As we consider how students are consuming content, here are a few tools and creative strategies schools are using to elevate learning and literacy:
- Interactive media bias chart: Double down on the reliability of where you and your students are getting your content. A study done by Statista found that 67% of Americans believe that fake news causes confusion. This chart is a helpful resource that helps you stay mindful of where you get your information, empowering digital citizenship and spreading truthful information. What makes the Interactive Media Chart different is that it looks at the source itself, analyzes where it comes from, and rates its reliability — empowering users to feel confident about where they get their content.

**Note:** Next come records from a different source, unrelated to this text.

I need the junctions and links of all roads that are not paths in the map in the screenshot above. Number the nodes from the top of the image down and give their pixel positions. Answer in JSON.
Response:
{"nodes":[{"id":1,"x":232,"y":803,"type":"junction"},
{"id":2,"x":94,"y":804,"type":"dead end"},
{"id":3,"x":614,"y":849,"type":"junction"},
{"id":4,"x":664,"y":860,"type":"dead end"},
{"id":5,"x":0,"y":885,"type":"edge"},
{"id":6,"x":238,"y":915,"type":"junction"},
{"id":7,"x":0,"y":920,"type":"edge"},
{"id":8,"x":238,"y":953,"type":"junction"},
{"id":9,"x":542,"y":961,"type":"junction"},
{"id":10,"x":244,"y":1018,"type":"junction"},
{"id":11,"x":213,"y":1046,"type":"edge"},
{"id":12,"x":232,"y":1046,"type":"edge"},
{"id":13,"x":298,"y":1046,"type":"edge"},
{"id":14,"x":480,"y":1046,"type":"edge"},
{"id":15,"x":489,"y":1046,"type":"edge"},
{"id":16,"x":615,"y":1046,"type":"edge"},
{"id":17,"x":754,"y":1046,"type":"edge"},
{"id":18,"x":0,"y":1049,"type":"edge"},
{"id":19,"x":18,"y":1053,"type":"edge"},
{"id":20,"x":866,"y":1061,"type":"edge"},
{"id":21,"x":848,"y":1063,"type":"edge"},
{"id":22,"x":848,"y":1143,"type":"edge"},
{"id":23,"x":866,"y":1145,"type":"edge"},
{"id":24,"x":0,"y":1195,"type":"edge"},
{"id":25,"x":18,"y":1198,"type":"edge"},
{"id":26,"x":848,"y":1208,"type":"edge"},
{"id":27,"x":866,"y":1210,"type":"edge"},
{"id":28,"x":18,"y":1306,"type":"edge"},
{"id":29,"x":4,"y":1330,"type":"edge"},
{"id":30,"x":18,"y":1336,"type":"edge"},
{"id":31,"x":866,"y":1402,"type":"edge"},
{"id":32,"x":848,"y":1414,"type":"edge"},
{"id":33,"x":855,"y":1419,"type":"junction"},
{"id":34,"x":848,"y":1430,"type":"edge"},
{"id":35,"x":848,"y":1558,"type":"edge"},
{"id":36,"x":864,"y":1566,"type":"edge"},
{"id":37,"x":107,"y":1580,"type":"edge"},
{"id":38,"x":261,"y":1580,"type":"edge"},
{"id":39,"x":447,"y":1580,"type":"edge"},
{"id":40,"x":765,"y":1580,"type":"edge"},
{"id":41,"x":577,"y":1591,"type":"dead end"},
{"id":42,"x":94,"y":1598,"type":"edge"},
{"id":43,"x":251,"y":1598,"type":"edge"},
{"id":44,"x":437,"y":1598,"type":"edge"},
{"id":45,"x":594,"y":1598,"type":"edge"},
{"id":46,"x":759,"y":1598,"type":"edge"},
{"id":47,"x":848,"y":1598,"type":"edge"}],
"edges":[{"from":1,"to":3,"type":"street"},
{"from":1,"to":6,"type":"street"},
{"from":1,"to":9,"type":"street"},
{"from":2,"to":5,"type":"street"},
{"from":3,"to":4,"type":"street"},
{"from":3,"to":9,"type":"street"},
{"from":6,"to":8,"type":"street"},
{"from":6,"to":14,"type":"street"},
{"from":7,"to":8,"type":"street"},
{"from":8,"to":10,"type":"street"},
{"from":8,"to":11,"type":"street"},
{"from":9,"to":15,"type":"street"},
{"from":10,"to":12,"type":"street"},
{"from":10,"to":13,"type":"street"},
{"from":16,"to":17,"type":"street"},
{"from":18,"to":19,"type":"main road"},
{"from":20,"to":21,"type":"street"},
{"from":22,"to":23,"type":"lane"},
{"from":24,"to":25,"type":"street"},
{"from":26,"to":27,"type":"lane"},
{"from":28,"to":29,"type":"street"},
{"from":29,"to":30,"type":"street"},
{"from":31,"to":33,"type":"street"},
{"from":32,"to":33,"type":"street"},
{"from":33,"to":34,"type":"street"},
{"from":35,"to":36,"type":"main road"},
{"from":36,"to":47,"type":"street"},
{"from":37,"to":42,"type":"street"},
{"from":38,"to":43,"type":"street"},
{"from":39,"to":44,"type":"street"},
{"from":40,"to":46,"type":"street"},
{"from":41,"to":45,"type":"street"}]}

- Informable: 1 in 4 posts on Instagram are advertisements. Test your literacy knowledge in this interactive app that challenges users to think critically about the content they see online. Score points for accuracy and speed across three difficulty levels in four distinct modes. The ability to decipher advertisements versus opinions equips users to feel confident knowing what is real and what is fake online and off.

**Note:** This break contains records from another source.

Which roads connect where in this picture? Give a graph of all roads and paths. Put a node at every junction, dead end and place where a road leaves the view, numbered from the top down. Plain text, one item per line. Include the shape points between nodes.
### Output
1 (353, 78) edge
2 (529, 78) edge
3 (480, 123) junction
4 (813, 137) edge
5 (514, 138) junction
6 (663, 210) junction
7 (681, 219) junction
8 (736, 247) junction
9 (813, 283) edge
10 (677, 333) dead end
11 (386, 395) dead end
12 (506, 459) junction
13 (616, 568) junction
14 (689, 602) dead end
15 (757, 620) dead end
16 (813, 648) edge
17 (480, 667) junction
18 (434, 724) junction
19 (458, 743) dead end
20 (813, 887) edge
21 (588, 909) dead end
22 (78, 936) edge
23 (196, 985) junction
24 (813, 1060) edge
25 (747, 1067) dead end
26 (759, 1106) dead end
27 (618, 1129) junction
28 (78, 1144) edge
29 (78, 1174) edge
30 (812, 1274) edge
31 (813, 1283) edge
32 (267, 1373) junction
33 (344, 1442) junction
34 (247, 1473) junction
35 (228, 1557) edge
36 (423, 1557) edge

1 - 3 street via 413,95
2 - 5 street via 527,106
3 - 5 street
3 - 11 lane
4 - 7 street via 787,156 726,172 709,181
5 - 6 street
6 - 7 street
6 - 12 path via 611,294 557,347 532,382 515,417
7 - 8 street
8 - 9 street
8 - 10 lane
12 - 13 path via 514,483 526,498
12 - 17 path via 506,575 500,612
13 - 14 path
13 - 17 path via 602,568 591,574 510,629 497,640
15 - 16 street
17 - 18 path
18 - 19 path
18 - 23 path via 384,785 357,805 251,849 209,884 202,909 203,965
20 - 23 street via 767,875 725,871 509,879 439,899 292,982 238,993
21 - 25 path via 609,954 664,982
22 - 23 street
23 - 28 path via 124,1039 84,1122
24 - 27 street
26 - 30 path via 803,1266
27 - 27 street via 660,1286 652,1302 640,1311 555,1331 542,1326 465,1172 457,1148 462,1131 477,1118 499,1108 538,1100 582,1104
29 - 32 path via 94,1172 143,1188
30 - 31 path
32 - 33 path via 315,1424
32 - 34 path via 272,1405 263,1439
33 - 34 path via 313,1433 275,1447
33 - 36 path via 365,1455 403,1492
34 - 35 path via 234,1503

- Current events: Trending topics provide a special gateway to having a relatable, engaging discussion with students. For example, for Women’s History Month, we can discuss with students which positive, trailblazing, glass-ceiling-shattering role models people follow on TikTok or YouTube. When Russia invaded Ukraine, we can discuss with students the power of social media and how quickly and easily misinformation can spread. Consider what’s trending and how you can channel that topic into a meaningful discussion about making positive decisions online.
Students can’t be what they can’t see
Marian Wright Edelman, an American activist for the rights of children, famously said it best: “You can’t be what you can’t see.” As educators, we can use viral moments and trending topics to highlight positive role models who are using technology for good.
Students need to see how the Ukraine Minister and Elon Musk connected over social media, which sparked Musk to give all Ukraine citizens free satellite internet service.
Students need to see Greta Thunberg, who is changing the world one tweet at a time. With over five million followers on Twitter, at only 19 years old, Thunberg uses her platform to inspire environmental activism, empowering others to speak up for what they believe in.
And we don’t have to be on the world stage in order to create positive change.
Consider how a group of high schoolers in Winnipeg, Canada used social media, Google Maps, and satellite images to help their teacher’s biological father escape from Kyiv, Ukraine, during the recent Russian invasion. The bottom line — as educators, we have the opportunity to empower our students to make healthy, high-character choices online and off. As current events unfold, let’s use these topics to not only inform our students but equip them with the life skills they need to make high-character decisions. And while these current events are ever-unfolding, the skills that we can teach our students will be lifelong and timeless.